Cheltenham International Film Festival to benefit from Cheltenham Borough Council Lottery
Cheltenham Borough Council has launched a brand, new Lottery to help local charities to raise money for good causes in Cheltenham and the Cheltenham International Film Festival will one of the causes to benefit.
Tickets for the lottery cost £1 per week. Each ticket has a 1 in 50 chance to win a prize each week, with a top prize of £25,000. That’s a better chance of winning than the National Lottery or the Health Lottery!
Each ticket will consist of 6 numbers and each number will be between 0 and 9. There will be a draw every Saturday night when a 6 digit winning combination will be picked. Prizes will be given to players with tickets that match the first or last 2-6 numbers from the winning combination. Match all 6 and you win the JACKPOT! You can buy tickets for the lottery and at the same time support the Cheltenham International Film Festival by clicking here.
Cheltenham International Film Festival Director, Leslie Sheldon, said: “We welcome the opportunity provided by the Council to raise funds for the film festival. Film festivals are an important piece of the film ecosystem, making an impact across our culture. Film festivals give a platform for new talent, they bring together filmmaker, audience and ideas in one place at one time and contribute to the well-being of the town, promoting tourism and boosting the local economy. We believe our purpose to translate creativity and artistic values into economic and social benefits for the town perfectly defines our festival”.
The scope of the Film Festival is international, the focus is local. Sheldon said that funds raised from the lottery will be used to screen the best of independent film from around the world that reflects the times we live in culturally, socially, politically, artistically and to invite directors to interact and share ideas with townspeople.

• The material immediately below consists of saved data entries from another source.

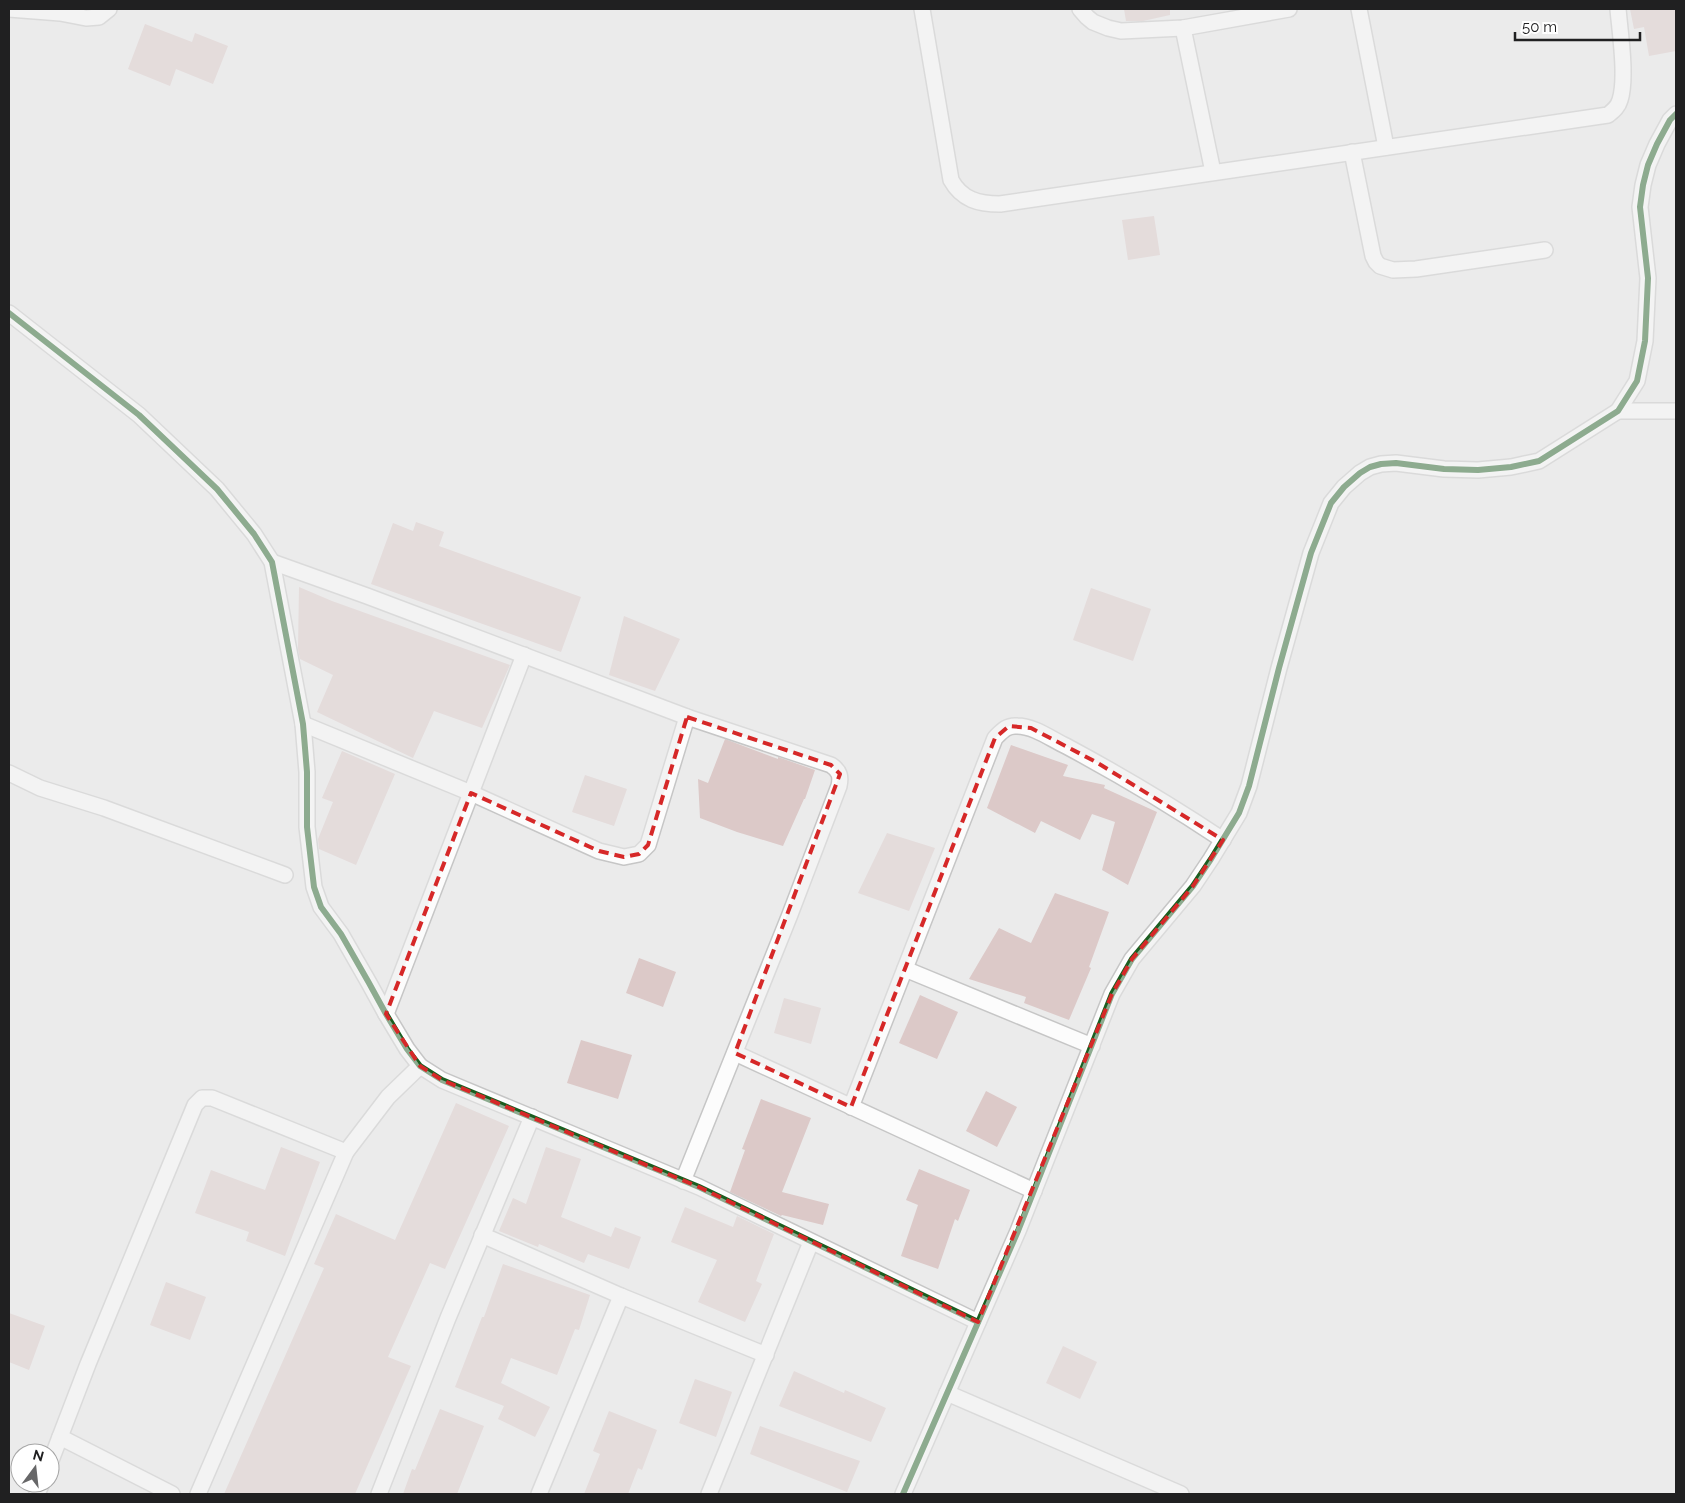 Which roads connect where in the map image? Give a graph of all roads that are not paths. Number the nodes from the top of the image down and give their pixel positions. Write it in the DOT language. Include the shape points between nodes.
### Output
graph roads {
  1 [pos="9,9"];
  2 [pos="109,9"];
  3 [pos="922,9"];
  4 [pos="1080,9"];
  5 [pos="1289,9"];
  6 [pos="1359,9"];
  7 [pos="1618,9"];
  8 [pos="1183,28"];
  9 [pos="1676,114"];
  10 [pos="1386,147"];
  11 [pos="1352,152"];
  12 [pos="1213,172"];
  13 [pos="1545,250"];
  14 [pos="9,313"];
  15 [pos="1618,410"];
  16 [pos="1676,411"];
  17 [pos="272,562"];
  18 [pos="524,655"];
  19 [pos="687,717"];
  20 [pos="303,724"];
  21 [pos="9,773"];
  22 [pos="471,793"];
  23 [pos="1223,840"];
  24 [pos="284,875"];
  25 [pos="905,969"];
  26 [pos="386,1014"];
  27 [pos="1092,1046"];
  28 [pos="735,1053"];
  29 [pos="420,1066"];
  30 [pos="851,1107"];
  31 [pos="532,1117"];
  32 [pos="346,1152"];
  33 [pos="683,1181"];
  34 [pos="1034,1191"];
  35 [pos="482,1234"];
  36 [pos="811,1242"];
  37 [pos="621,1296"];
  38 [pos="978,1322"];
  39 [pos="766,1355"];
  40 [pos="947,1393"];
  41 [pos="60,1437"];
  42 [pos="58,1443"];
  43 [pos="172,1494"];
  44 [pos="198,1494"];
  45 [pos="379,1494"];
  46 [pos="539,1494"];
  47 [pos="709,1494"];
  48 [pos="903,1494"];
  49 [pos="1181,1494"];
  1 -- 2 [label="street" via="86,18 99,17"];
  3 -- 12 [label="street" via="951,180 956,189 972,201 1000,204"];
  4 -- 8 [label="street" via="1093,22 1114,30"];
  5 -- 8 [label="street"];
  6 -- 10 [label="street"];
  7 -- 10 [label="street" via="1623,87 1618,106 1608,114"];
  8 -- 12 [label="street"];
  9 -- 15 [label="street" via="1656,144 1643,185 1640,207 1648,278 1645,341 1637,381"];
  10 -- 11 [label="street"];
  11 -- 12 [label="street"];
  11 -- 13 [label="street" via="1373,256 1380,266 1393,270 1416,269"];
  14 -- 17 [label="street" via="153,428 217,489"];
  15 -- 16 [label="street"];
  15 -- 23 [label="street" via="1540,461 1478,470 1381,464 1360,473 1344,487 1331,503 1311,553 1249,786 1239,813"];
  17 -- 18 [label="street"];
  17 -- 20 [label="street"];
  18 -- 19 [label="street"];
  18 -- 22 [label="street"];
  19 -- 22 [label="street" via="648,845 639,854 624,857 599,851"];
  19 -- 28 [label="street" via="831,765 840,774 839,786"];
  20 -- 22 [label="street"];
  20 -- 26 [label="street" via="308,772 307,827 314,888 321,907 341,934"];
  21 -- 24 [label="street" via="40,788 104,808"];
  22 -- 26 [label="street"];
  23 -- 25 [label="street" via="1096,762 1031,728 1009,726 995,738"];
  23 -- 27 [label="street" via="1193,886 1132,959 1112,994"];
  25 -- 27 [label="street"];
  25 -- 30 [label="street"];
  26 -- 29 [label="street"];
  27 -- 34 [label="street"];
  28 -- 30 [label="street"];
  28 -- 33 [label="street"];
  29 -- 31 [label="street" via="442,1080"];
  29 -- 32 [label="street" via="388,1097"];
  30 -- 34 [label="street"];
  31 -- 33 [label="street"];
  31 -- 35 [label="street"];
  32 -- 41 [label="street" via="212,1098 202,1098 194,1105"];
  32 -- 44 [label="street"];
  33 -- 36 [label="street"];
  34 -- 38 [label="street"];
  35 -- 37 [label="street"];
  35 -- 45 [label="street"];
  36 -- 38 [label="street"];
  36 -- 39 [label="street"];
  37 -- 39 [label="street"];
  37 -- 46 [label="street"];
  38 -- 40 [label="street"];
  39 -- 47 [label="street"];
  40 -- 48 [label="street"];
  40 -- 49 [label="street"];
  41 -- 42 [label="street"];
  41 -- 43 [label="street"];
} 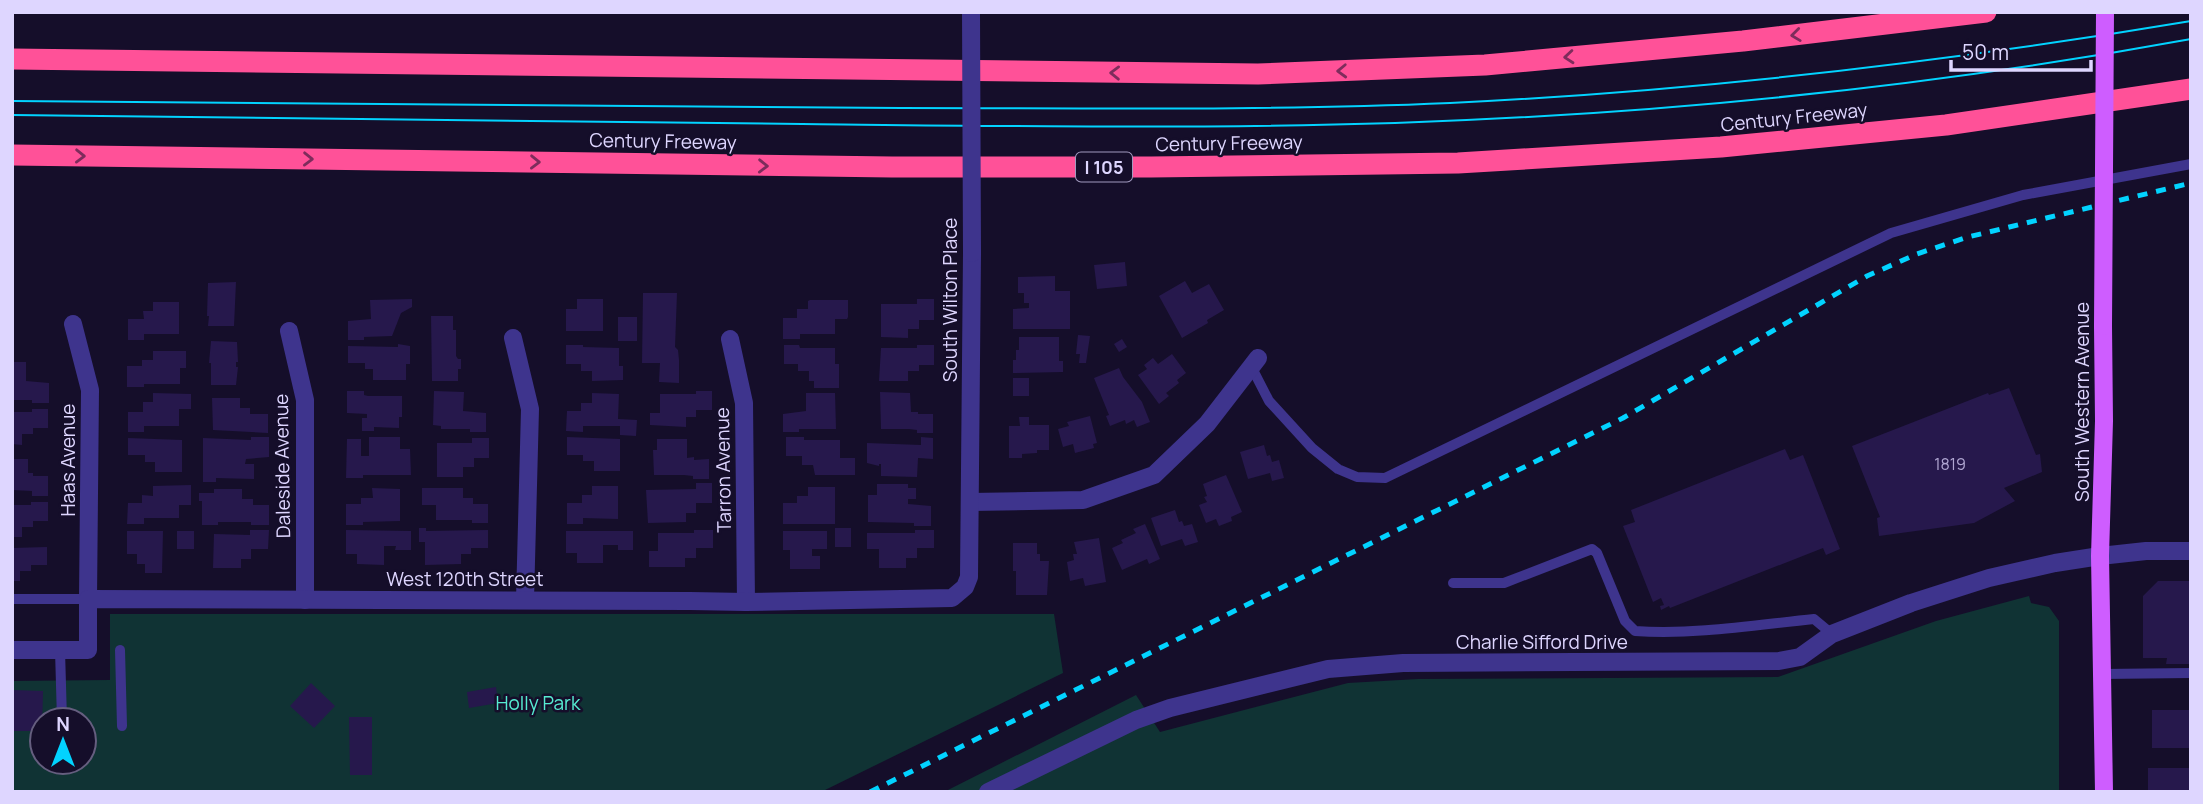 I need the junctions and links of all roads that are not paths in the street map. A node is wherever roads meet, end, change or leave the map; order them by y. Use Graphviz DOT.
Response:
graph roads {
  1 [pos="971,12"];
  2 [pos="1986,12"];
  3 [pos="2105,12"];
  4 [pos="12,59"];
  5 [pos="2191,89"];
  6 [pos="12,155"];
  7 [pos="2191,164"];
  8 [pos="73,324"];
  9 [pos="289,331"];
  10 [pos="513,338"];
  11 [pos="730,339"];
  12 [pos="1255,363"];
  13 [pos="970,502"];
  14 [pos="2191,551"];
  15 [pos="2100,556"];
  16 [pos="1453,583"];
  17 [pos="965,587"];
  18 [pos="12,599"];
  19 [pos="88,599"];
  20 [pos="305,600"];
  21 [pos="525,600"];
  22 [pos="746,603"];
  23 [pos="1832,634"];
  24 [pos="12,650"];
  25 [pos="60,650"];
  26 [pos="120,650"];
  27 [pos="2191,673"];
  28 [pos="2102,674"];
  29 [pos="62,706"];
  30 [pos="122,726"];
  31 [pos="988,792"];
  32 [pos="2104,792"];
  1 -- 13 [label="street, South Wilton Place, bridge"];
  2 -- 4 [label="highway, one-way"];
  3 -- 15 [label="main road, South Western Avenue, bridge"];
  6 -- 5 [label="highway, Century Freeway / I 105, one-way"];
  7 -- 12 [label="lane"];
  8 -- 19 [label="street, Haas Avenue"];
  9 -- 20 [label="street, Daleside Avenue"];
  10 -- 21 [label="street"];
  11 -- 22 [label="street, Tarron Avenue"];
  12 -- 13 [label="street"];
  13 -- 17 [label="street, South Wilton Place"];
  14 -- 15 [label="street"];
  15 -- 23 [label="street, Charlie Sifford Drive"];
  15 -- 28 [label="main road, South Western Avenue"];
  16 -- 23 [label="lane"];
  17 -- 22 [label="street, West 120th Street"];
  18 -- 19 [label="lane"];
  19 -- 20 [label="street, West 120th Street"];
  19 -- 25 [label="street"];
  20 -- 21 [label="street, West 120th Street"];
  21 -- 22 [label="street, West 120th Street"];
  23 -- 31 [label="street, Charlie Sifford Drive"];
  24 -- 25 [label="street"];
  25 -- 29 [label="lane"];
  26 -- 30 [label="lane"];
  27 -- 28 [label="lane"];
  28 -- 32 [label="main road, South Western Avenue"];
} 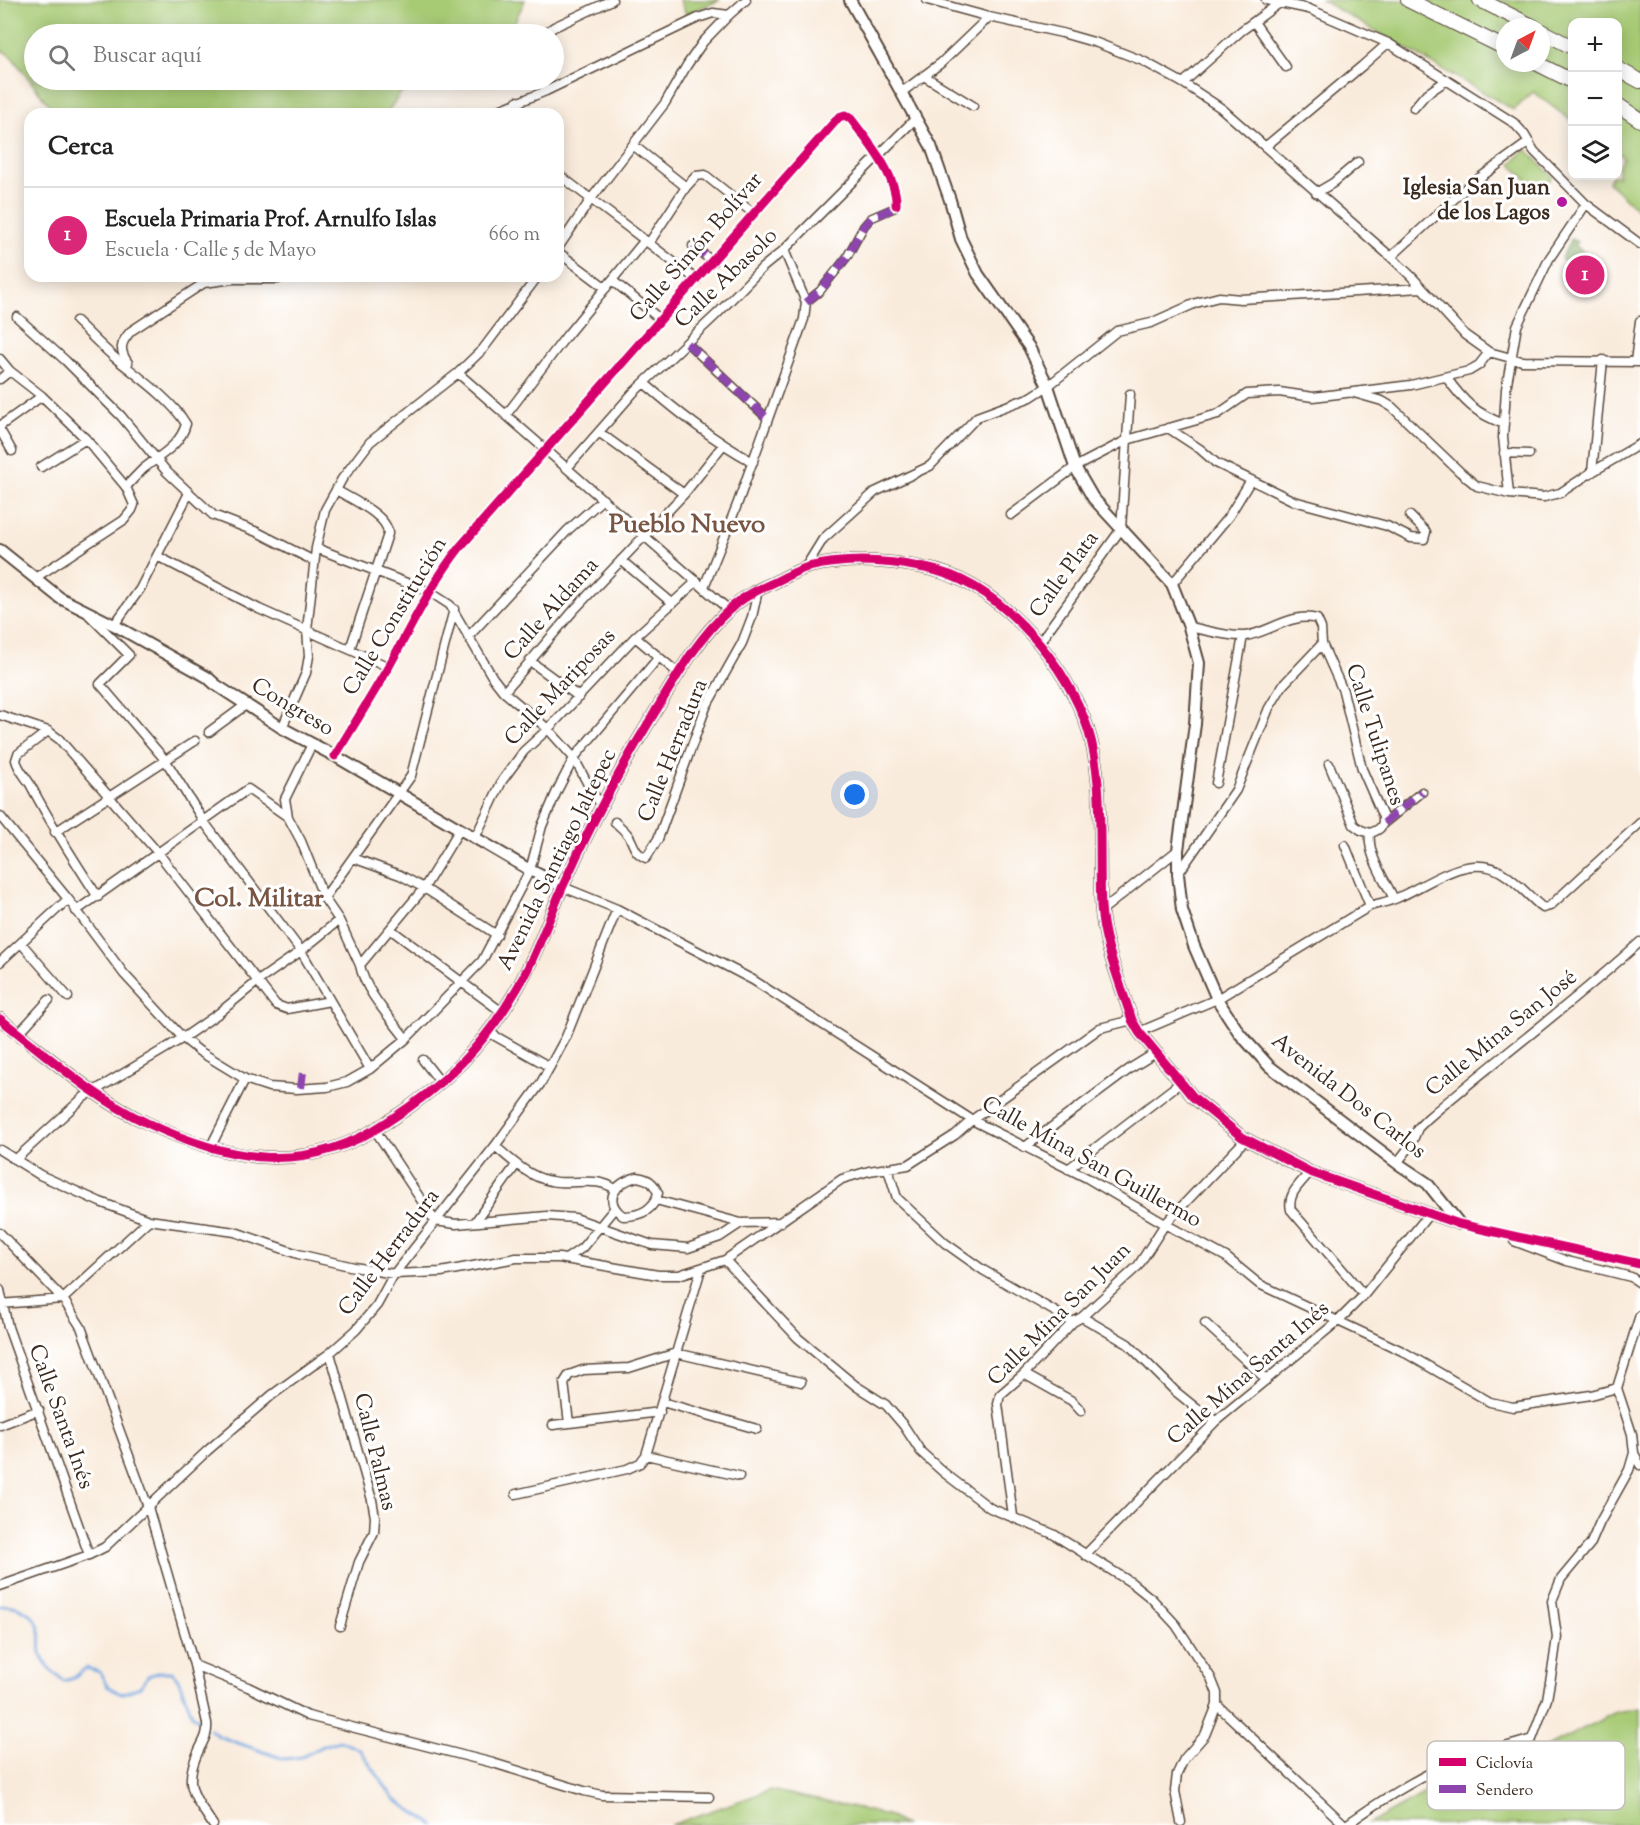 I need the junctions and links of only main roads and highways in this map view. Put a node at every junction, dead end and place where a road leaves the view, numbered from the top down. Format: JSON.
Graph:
{"nodes":[{"id":1,"x":1408,"y":0,"type":"edge"},
{"id":2,"x":1480,"y":0,"type":"edge"},
{"id":3,"x":1516,"y":18,"type":"edge"},
{"id":4,"x":1550,"y":36,"type":"edge"},
{"id":5,"x":1496,"y":44,"type":"edge"},
{"id":6,"x":1568,"y":45,"type":"edge"},
{"id":7,"x":1550,"y":70,"type":"edge"},
{"id":8,"x":1622,"y":72,"type":"edge"},
{"id":9,"x":1568,"y":79,"type":"edge"},
{"id":10,"x":1640,"y":81,"type":"edge"},
{"id":11,"x":1622,"y":108,"type":"edge"},
{"id":12,"x":1640,"y":120,"type":"edge"}],
"edges":[{"from":1,"to":5,"type":"main road"},
{"from":2,"to":3,"type":"main road"},
{"from":4,"to":6,"type":"main road"},
{"from":7,"to":9,"type":"main road"},
{"from":8,"to":10,"type":"main road"},
{"from":11,"to":12,"type":"main road"}]}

The Festival will also use funds to give access by way of subsidised tickets to audiences from disadvantaged communities in the town; the plan is to widen and deepen their experience and enjoyment of independent cinema.
The Festival will also use funds to organise a youth festival alongside the main festival, inviting young people, especially from areas in town that are classified as more deprived or otherwise excluded, to participate in a series of master classes and workshops in the arts & crafts of filmmaking, to help educate and inspire a career in films.